We need LGBTQ history in schools because the queerness of Black icons has always been obscured
Queer Black children deserve to learn about themselves.
We’ve already been taught LGBTQ history. Unfortunately, too many of us don’t even know that we have been. We’ve already heard countless lectures about icons who happened to be queer—learned about their lives and work, read their words, recited their speeches, seen them remembered through art and poetry, and heralded them as some of the most important historical figures to ever grace this realm.
Most of us don’t know that we’ve already learned about queer people who have played a significant role in our history because their queerness has been intentionally obscured. This suppression contributes to the false belief that queer people are inherently hypersexual and obscene. This is why Lil Nas X coming out immediately led to the straights insisting that “Old Town Road,” his hit song about riding horses, must be about gay sex.

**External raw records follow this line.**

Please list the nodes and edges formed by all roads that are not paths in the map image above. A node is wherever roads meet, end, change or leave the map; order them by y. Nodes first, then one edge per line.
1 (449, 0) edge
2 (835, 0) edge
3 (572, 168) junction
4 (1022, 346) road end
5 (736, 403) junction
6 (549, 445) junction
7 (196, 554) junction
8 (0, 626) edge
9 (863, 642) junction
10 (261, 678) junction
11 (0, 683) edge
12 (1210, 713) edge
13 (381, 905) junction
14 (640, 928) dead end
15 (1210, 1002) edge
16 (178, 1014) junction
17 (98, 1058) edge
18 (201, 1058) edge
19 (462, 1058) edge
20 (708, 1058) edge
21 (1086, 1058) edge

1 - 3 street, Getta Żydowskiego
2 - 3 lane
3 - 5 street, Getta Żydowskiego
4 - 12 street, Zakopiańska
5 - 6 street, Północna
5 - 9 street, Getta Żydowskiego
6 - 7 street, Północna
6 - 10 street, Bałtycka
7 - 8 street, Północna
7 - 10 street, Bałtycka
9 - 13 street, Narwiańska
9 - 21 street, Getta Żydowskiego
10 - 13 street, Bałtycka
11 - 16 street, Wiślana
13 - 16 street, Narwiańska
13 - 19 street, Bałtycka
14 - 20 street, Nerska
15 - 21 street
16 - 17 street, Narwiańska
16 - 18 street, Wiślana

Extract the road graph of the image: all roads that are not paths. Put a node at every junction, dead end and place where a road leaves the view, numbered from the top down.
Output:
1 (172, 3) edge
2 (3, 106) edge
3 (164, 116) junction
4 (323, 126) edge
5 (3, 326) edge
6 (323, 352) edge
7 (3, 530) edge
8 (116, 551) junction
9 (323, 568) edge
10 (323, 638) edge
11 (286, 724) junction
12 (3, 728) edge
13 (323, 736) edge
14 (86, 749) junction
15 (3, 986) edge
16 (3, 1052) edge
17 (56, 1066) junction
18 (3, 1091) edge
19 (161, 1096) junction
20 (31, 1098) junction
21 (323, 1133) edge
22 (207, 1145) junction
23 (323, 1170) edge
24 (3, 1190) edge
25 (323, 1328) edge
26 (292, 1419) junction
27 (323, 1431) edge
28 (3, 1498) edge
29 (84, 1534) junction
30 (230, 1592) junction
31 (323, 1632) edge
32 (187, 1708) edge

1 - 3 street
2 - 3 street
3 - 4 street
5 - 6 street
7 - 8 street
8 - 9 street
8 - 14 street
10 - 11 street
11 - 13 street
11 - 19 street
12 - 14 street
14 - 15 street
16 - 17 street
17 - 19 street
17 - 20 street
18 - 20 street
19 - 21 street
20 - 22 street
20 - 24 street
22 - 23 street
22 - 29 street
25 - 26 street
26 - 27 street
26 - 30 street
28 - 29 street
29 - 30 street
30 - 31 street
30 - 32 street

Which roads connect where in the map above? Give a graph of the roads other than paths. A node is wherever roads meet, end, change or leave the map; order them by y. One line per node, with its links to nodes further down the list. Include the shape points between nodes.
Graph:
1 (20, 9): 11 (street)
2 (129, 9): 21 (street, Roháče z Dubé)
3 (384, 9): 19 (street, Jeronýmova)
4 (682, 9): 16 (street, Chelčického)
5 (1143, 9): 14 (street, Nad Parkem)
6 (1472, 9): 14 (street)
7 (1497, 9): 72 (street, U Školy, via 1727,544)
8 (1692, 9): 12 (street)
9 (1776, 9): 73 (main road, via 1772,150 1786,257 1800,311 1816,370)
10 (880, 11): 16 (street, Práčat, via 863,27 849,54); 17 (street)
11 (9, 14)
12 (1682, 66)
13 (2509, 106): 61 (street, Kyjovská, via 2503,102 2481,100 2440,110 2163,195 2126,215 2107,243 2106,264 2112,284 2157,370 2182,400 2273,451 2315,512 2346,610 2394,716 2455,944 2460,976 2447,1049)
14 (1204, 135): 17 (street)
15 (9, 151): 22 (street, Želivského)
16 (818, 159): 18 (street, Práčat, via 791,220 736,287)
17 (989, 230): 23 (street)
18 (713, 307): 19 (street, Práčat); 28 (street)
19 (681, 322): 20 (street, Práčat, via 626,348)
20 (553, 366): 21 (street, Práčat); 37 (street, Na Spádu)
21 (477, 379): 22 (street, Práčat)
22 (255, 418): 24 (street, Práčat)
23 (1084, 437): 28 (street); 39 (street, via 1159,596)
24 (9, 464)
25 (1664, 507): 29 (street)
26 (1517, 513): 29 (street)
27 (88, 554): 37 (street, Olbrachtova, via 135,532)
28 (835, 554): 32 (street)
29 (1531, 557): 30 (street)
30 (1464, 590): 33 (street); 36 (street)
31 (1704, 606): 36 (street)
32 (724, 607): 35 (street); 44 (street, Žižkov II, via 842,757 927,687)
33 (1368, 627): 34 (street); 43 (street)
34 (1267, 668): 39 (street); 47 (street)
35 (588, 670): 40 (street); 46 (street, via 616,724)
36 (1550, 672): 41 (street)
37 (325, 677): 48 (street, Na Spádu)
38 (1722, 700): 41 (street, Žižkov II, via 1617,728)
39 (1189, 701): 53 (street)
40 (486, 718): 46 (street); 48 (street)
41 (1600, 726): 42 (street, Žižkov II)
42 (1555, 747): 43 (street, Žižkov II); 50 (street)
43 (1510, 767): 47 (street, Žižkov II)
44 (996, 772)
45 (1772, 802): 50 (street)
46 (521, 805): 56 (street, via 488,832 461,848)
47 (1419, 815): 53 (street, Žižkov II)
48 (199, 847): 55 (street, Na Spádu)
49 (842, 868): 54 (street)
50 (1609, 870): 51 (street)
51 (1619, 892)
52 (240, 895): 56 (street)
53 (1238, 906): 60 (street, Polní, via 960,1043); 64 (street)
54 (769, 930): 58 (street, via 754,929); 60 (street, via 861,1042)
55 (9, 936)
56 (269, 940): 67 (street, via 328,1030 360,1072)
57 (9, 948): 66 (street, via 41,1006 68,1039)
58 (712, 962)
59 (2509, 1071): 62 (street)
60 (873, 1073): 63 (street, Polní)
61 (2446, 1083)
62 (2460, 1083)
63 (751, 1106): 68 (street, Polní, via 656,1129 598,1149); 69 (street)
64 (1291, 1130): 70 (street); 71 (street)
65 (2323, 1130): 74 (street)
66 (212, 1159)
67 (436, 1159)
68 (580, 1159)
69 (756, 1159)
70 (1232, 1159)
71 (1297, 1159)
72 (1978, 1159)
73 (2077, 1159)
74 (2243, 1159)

It’s also the reason behind the assumption that there is no queer history to be studied at all. Recently, when news that school systems throughout several states will begin teaching LGBTQ history reached the masses, straight people everywhere were sent into a panic. The most asinine concern seems to be the widespread conspiratorial worry that schools will now “teach kids how to be gay,” no doubt as part of the Gay Agenda™, but one of the most prominent response I’ve seen from them is: “What history?”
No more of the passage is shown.